Exercise materials:
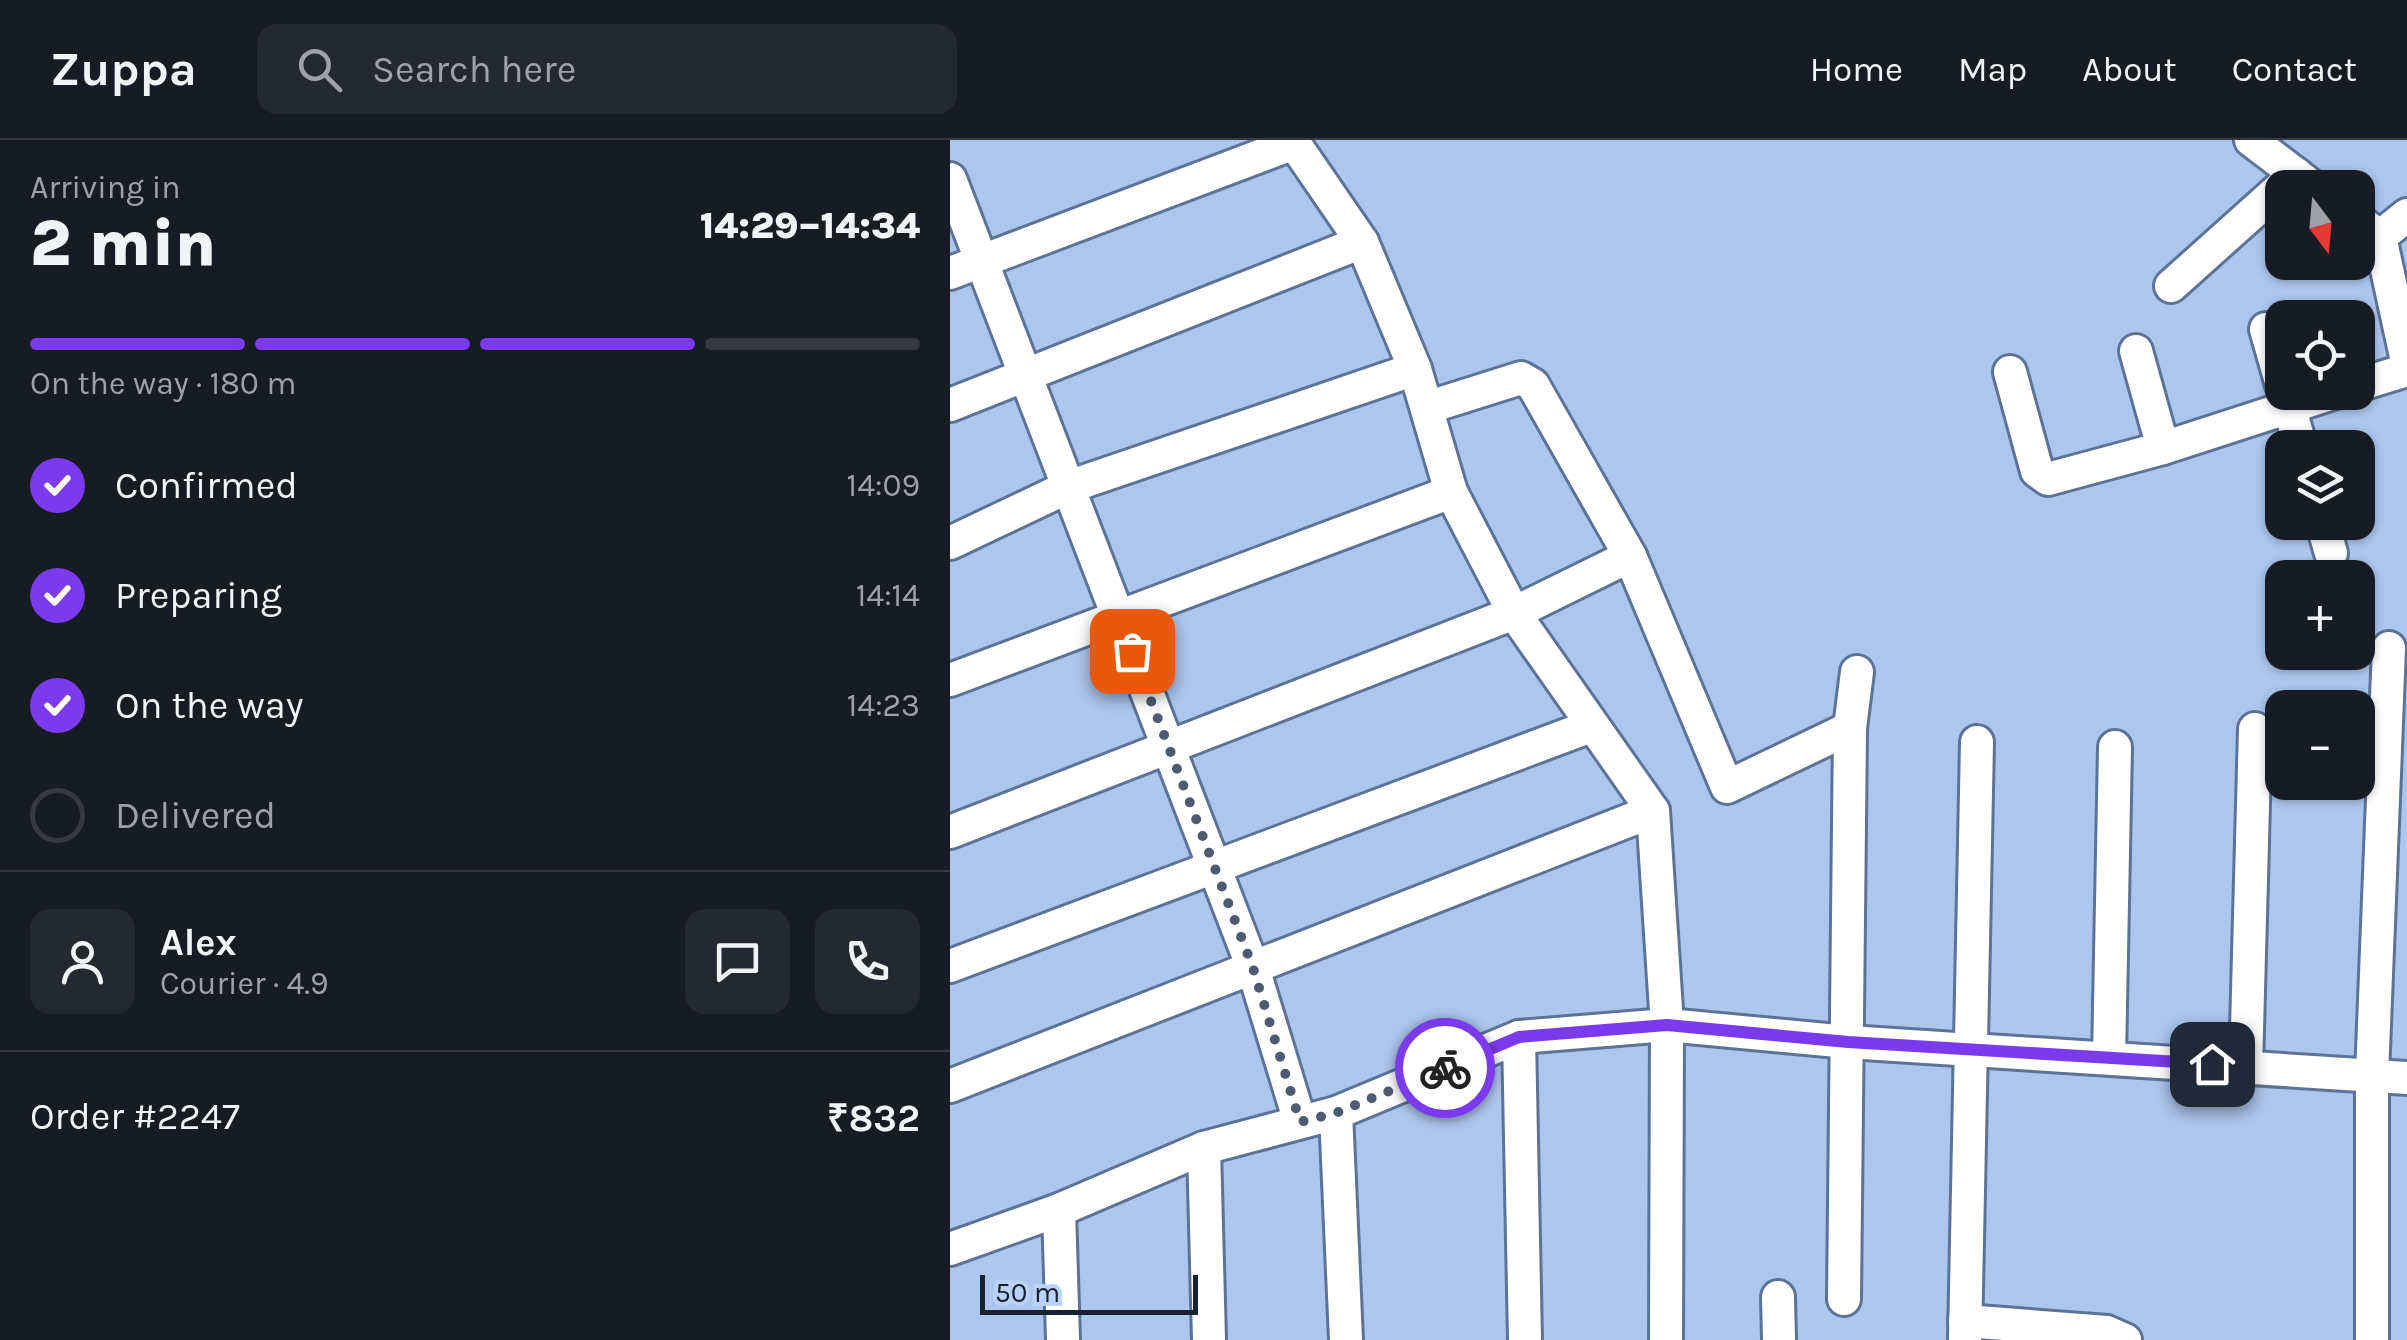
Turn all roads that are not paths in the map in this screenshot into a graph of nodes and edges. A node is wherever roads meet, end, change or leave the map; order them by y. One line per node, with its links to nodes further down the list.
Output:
1 (2251, 140): 3 (street)
2 (1293, 142): 8 (street); 10 (street)
3 (2291, 170)
4 (950, 179): 10 (street)
5 (2265, 212): 12 (street)
6 (2407, 215): 7 (street)
7 (2375, 226)
8 (1362, 242): 15 (street); 18 (street)
9 (2375, 253): 14 (street)
10 (982, 261): 11 (street); 18 (street)
11 (950, 273)
12 (2171, 286)
13 (2136, 351): 23 (street)
14 (2407, 361)
15 (1415, 369): 22 (street); 24 (street)
16 (2407, 370): 19 (street)
17 (2010, 372): 23 (street)
18 (1026, 373): 20 (street); 24 (street)
19 (2375, 380)
20 (950, 404)
21 (2265, 404): 23 (street)
22 (1428, 407): 25 (street); 27 (street)
23 (2163, 448)
24 (1068, 487): 26 (street); 29 (street)
25 (1451, 492): 28 (street); 29 (street)
26 (950, 543)
27 (1630, 556): 28 (street); 34 (street)
28 (1514, 613): 33 (street); 38 (street)
29 (1119, 618): 32 (street); 38 (street)
30 (2389, 648): 50 (street)
31 (1857, 672): 34 (street)
32 (950, 680)
33 (1591, 726): 39 (street); 41 (street)
34 (1850, 728): 46 (street)
35 (2255, 728): 49 (street)
36 (1977, 742): 47 (street)
37 (2115, 747): 48 (street)
38 (1169, 748): 40 (street); 41 (street)
39 (1653, 811): 43 (street); 44 (street)
40 (950, 832)
41 (1215, 868): 42 (street); 43 (street)
42 (950, 966)
43 (1253, 968): 52 (street); 54 (street)
44 (1667, 1025): 45 (street); 46 (street); 65 (street)
45 (1519, 1037): 53 (street); 64 (street)
46 (1848, 1042): 47 (street); 59 (street)
47 (1972, 1048): 48 (street); 60 (street)
48 (2109, 1058): 49 (street)
49 (2246, 1067): 50 (street)
50 (2372, 1075): 51 (street); 68 (street)
51 (2407, 1078)
52 (950, 1086)
53 (1336, 1113): 54 (street); 63 (street)
54 (1300, 1122): 55 (street)
55 (1204, 1148): 56 (street); 62 (street)
56 (1059, 1210): 57 (street); 61 (street)
57 (951, 1247)
58 (1778, 1297): 66 (street)
59 (1844, 1299)
60 (1965, 1330): 67 (street)
61 (1063, 1340)
62 (1208, 1340)
63 (1346, 1340)
64 (1525, 1340)
65 (1666, 1340)
66 (1780, 1340)
67 (2125, 1340)
68 (2372, 1340)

Your task:
Copy out every entry above, character for character, excluding pictures.

Expected answer:
Turn all roads that are not paths in the map in this screenshot into a graph of nodes and edges. A node is wherever roads meet, end, change or leave the map; order them by y. One line per node, with its links to nodes further down the list.
Output:
1 (2251, 140): 3 (street)
2 (1293, 142): 8 (street); 10 (street)
3 (2291, 170)
4 (950, 179): 10 (street)
5 (2265, 212): 12 (street)
6 (2407, 215): 7 (street)
7 (2375, 226)
8 (1362, 242): 15 (street); 18 (street)
9 (2375, 253): 14 (street)
10 (982, 261): 11 (street); 18 (street)
11 (950, 273)
12 (2171, 286)
13 (2136, 351): 23 (street)
14 (2407, 361)
15 (1415, 369): 22 (street); 24 (street)
16 (2407, 370): 19 (street)
17 (2010, 372): 23 (street)
18 (1026, 373): 20 (street); 24 (street)
19 (2375, 380)
20 (950, 404)
21 (2265, 404): 23 (street)
22 (1428, 407): 25 (street); 27 (street)
23 (2163, 448)
24 (1068, 487): 26 (street); 29 (street)
25 (1451, 492): 28 (street); 29 (street)
26 (950, 543)
27 (1630, 556): 28 (street); 34 (street)
28 (1514, 613): 33 (street); 38 (street)
29 (1119, 618): 32 (street); 38 (street)
30 (2389, 648): 50 (street)
31 (1857, 672): 34 (street)
32 (950, 680)
33 (1591, 726): 39 (street); 41 (street)
34 (1850, 728): 46 (street)
35 (2255, 728): 49 (street)
36 (1977, 742): 47 (street)
37 (2115, 747): 48 (street)
38 (1169, 748): 40 (street); 41 (street)
39 (1653, 811): 43 (street); 44 (street)
40 (950, 832)
41 (1215, 868): 42 (street); 43 (street)
42 (950, 966)
43 (1253, 968): 52 (street); 54 (street)
44 (1667, 1025): 45 (street); 46 (street); 65 (street)
45 (1519, 1037): 53 (street); 64 (street)
46 (1848, 1042): 47 (street); 59 (street)
47 (1972, 1048): 48 (street); 60 (street)
48 (2109, 1058): 49 (street)
49 (2246, 1067): 50 (street)
50 (2372, 1075): 51 (street); 68 (street)
51 (2407, 1078)
52 (950, 1086)
53 (1336, 1113): 54 (street); 63 (street)
54 (1300, 1122): 55 (street)
55 (1204, 1148): 56 (street); 62 (street)
56 (1059, 1210): 57 (street); 61 (street)
57 (951, 1247)
58 (1778, 1297): 66 (street)
59 (1844, 1299)
60 (1965, 1330): 67 (street)
61 (1063, 1340)
62 (1208, 1340)
63 (1346, 1340)
64 (1525, 1340)
65 (1666, 1340)
66 (1780, 1340)
67 (2125, 1340)
68 (2372, 1340)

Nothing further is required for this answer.